### What to do:
Using the entries below, show all lines with the string "Freeway".

━━━━━━━━

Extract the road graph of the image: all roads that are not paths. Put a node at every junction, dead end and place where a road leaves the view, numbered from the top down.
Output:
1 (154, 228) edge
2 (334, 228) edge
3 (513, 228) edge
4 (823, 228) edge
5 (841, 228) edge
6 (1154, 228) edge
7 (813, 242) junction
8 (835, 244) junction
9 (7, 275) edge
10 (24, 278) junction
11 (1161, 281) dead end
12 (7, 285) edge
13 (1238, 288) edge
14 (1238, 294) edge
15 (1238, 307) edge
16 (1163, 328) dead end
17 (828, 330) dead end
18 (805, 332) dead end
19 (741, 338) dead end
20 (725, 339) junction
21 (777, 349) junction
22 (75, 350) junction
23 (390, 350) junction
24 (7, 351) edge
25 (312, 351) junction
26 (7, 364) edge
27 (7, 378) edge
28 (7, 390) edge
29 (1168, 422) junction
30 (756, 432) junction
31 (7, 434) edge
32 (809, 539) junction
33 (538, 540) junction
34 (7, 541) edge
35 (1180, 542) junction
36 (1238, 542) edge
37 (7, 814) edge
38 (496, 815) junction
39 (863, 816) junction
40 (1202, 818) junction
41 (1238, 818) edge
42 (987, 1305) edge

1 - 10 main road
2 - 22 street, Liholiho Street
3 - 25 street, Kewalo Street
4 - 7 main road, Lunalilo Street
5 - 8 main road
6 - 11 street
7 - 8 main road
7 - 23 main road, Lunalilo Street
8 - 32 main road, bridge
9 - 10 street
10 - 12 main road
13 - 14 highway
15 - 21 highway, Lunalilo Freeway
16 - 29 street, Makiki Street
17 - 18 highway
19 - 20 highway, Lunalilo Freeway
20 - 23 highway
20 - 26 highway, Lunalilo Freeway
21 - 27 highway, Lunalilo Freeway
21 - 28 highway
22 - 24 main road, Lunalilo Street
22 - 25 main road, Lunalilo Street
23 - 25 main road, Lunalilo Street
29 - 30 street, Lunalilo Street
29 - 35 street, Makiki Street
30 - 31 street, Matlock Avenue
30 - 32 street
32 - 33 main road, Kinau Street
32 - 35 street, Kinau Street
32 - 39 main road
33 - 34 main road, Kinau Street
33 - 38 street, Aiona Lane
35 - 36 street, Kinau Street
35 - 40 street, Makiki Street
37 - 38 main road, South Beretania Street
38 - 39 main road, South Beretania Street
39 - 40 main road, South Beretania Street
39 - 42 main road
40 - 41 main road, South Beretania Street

━━━━━━━━

### Solved problem:
15 - 21 highway, Lunalilo Freeway
19 - 20 highway, Lunalilo Freeway
20 - 26 highway, Lunalilo Freeway
21 - 27 highway, Lunalilo Freeway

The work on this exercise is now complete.